When backup is doing its job, the function is almost completely ignored unless there is a need for recovery. What many people don’t realize is that backups are the one component of IT that touches every part of your delivery, silently ensuring that bumps in the night can be recovered from.
Monitoring backups is just one part of that quiet, but critical function and is a key ingredient of a managed service. What makes our job exciting (yes, I said backup is exciting!), is the constant development and improvement of the tools of our craft. Logging and monitoring tools are evolving, allowing our engineers a greater depth of field when it comes to understanding complex environments.
Leveraging these data lakes to proactively inform our engineers about changes in backups and behavior has shifted from reactive problem solving, to proactive problem prevention not only for backups, but for all points within an IT infrastructure.
The Path to Proactive Monitoring
At Assured DP, we started monitoring our environment by collecting performance and up/down statistics across our environment, utilizing a distributed enterprise grade monitoring solution. Our engineers reviewed what we needed to know against the data we could collect based on individual metrics. What we soon discovered was that in order to watch all the things we wanted to, we’d have to have more monitoring points than could be handled by a reasonably sized environment.
Additionally, the data we were collecting was staying isolated in the monitoring system and wasn’t available to be compared across multiple environments. We started collecting additional data via the same scripting tools we used with our monitoring tool but put the data into Elasticsearch to allow for the running of unstructured data queries.
Making that shift allowed us to plug in other data evaluation and visualization tools to get a different perspective into how our environment operates.
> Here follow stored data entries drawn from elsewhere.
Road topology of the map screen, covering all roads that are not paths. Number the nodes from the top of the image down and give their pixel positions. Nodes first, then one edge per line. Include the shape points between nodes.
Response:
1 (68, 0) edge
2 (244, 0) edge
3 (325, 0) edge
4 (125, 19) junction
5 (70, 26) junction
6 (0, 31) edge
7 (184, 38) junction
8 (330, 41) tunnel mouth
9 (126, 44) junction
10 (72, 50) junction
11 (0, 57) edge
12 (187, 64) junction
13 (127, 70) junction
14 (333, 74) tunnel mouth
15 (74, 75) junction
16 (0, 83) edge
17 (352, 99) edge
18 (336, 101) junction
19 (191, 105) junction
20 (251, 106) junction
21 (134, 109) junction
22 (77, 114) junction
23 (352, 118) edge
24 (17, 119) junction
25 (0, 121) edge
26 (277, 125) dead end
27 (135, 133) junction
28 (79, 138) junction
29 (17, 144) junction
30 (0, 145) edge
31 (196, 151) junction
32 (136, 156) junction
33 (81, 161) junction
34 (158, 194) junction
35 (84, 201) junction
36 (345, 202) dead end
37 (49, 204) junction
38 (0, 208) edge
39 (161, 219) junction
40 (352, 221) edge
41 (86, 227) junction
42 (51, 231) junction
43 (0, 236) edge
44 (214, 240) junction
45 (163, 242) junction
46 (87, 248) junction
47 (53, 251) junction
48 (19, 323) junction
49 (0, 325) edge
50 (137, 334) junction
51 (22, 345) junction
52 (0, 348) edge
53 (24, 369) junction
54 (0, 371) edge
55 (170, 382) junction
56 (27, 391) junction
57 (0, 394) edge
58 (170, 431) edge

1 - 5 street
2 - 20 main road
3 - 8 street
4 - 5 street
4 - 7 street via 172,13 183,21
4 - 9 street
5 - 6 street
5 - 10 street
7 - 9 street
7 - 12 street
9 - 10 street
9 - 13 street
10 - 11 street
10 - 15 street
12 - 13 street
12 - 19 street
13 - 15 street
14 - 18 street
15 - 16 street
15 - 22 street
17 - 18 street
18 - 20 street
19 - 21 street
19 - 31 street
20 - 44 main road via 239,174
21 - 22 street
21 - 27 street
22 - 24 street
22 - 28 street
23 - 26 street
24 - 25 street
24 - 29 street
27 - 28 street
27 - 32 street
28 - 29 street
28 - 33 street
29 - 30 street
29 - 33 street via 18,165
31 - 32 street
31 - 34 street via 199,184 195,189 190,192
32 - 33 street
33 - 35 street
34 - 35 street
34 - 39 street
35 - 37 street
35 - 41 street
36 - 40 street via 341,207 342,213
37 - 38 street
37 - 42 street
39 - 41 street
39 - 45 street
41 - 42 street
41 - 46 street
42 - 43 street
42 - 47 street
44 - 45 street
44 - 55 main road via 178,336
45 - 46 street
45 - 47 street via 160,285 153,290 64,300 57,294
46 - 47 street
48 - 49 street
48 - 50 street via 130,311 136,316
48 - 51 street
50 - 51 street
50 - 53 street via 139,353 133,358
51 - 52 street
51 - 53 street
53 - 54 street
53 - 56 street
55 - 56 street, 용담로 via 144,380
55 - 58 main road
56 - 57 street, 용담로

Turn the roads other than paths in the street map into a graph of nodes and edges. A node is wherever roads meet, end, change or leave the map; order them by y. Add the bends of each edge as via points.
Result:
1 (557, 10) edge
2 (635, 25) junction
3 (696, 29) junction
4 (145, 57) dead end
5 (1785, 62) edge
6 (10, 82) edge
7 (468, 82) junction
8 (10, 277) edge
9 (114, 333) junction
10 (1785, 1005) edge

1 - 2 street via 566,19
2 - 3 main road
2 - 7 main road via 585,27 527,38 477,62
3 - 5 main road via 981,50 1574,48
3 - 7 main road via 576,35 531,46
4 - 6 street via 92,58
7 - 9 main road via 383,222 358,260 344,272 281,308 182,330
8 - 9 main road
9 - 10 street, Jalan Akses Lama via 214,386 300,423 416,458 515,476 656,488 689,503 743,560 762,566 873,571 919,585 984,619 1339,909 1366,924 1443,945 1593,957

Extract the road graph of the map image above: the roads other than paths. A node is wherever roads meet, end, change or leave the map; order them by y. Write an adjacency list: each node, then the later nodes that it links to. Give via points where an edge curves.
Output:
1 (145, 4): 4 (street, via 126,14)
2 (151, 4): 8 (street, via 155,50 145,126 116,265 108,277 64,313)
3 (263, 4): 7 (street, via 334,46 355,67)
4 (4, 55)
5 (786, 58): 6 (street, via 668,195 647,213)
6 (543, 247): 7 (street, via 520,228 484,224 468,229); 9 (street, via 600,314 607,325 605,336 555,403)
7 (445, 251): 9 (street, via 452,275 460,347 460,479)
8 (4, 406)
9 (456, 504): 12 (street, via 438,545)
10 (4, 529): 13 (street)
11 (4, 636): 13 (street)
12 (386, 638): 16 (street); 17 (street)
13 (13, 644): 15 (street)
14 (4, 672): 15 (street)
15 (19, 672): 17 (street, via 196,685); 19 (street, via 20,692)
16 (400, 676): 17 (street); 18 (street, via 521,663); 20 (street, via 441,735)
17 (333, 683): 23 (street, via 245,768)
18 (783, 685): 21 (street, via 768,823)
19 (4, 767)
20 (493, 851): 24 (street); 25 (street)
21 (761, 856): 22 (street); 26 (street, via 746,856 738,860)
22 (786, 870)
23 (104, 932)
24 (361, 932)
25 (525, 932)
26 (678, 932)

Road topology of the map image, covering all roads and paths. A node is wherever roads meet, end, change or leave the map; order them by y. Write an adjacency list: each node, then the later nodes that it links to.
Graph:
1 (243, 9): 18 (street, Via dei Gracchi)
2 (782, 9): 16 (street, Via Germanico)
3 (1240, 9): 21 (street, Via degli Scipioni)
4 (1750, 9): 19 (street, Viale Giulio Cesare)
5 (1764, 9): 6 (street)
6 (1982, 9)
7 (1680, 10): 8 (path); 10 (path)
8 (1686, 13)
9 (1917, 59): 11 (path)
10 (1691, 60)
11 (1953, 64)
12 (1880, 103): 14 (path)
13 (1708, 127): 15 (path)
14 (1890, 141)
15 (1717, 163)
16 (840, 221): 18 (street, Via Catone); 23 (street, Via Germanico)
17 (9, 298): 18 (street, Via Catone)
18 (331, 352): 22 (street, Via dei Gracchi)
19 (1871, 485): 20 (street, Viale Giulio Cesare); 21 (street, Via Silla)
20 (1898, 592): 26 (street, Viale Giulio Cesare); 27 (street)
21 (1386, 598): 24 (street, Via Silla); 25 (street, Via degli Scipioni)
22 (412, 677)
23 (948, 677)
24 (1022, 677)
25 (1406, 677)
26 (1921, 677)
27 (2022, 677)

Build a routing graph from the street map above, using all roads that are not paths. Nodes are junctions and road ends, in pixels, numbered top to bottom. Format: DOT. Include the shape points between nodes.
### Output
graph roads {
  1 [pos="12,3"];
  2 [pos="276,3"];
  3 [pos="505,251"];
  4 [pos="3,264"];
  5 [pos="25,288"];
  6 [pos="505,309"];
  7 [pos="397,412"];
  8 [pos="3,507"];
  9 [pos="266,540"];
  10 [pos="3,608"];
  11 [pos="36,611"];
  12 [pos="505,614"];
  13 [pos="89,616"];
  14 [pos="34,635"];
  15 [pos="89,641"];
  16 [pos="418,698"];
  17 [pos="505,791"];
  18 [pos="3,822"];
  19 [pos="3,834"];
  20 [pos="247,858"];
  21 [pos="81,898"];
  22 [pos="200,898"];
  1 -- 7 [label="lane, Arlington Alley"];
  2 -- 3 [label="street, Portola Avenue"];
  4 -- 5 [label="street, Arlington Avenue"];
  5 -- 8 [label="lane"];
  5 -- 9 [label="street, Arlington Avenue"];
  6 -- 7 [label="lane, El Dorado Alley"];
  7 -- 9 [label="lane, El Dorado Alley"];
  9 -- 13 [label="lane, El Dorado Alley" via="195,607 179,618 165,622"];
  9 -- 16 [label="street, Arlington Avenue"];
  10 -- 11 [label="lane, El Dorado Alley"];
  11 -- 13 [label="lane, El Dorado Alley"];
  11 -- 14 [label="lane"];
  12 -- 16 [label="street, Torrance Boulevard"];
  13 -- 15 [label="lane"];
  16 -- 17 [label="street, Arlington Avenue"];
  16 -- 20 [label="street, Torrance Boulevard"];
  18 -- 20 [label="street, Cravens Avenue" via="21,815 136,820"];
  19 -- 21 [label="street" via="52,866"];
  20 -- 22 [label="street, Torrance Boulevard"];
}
Initially we were leveraging the data to find anomalies in how a customer utilizes the environment. Specifically, we were looking for sudden changes in consumption or changes in gross trends. We then started encountering circumstances where the data could help plan for changes in the environment.
A customer reached out as they wanted to schedule some intense indexing jobs and wanted to know when the backup quiet periods were so they could schedule around them. We were able to build a heatmap base that showed when backups were running and when they weren’t. This gave the customer definitive times to schedule their indexing.
Having control over what data we collect and how we view it also lets us consolidate data for alerting on situations.
For example, we collect seconds offset for all replication jobs across the cluster and surface the min, max, and median replication times by retention group. By surfacing all three values we’re able to determine if an individual retention group, or retention groups as a whole, are experiencing a slow-down in replication and drifting further behind. The min/max gives us a view into an individual object, the median tells about the entire environment.
By collecting these numbers outside of conventional monitoring platforms, we can take the load off our key-value polling system and shift the load into our data-lake, which is much better suited to handle those kinds of transactions.
Continuing to find improved and innovative ways to help our customers is what makes the technical people at Assured DP ‘tick’. Our shift to proactive monitoring has helped us convert backups from being valuable only when needed, to providing valuable insight into our customer’s production platforms.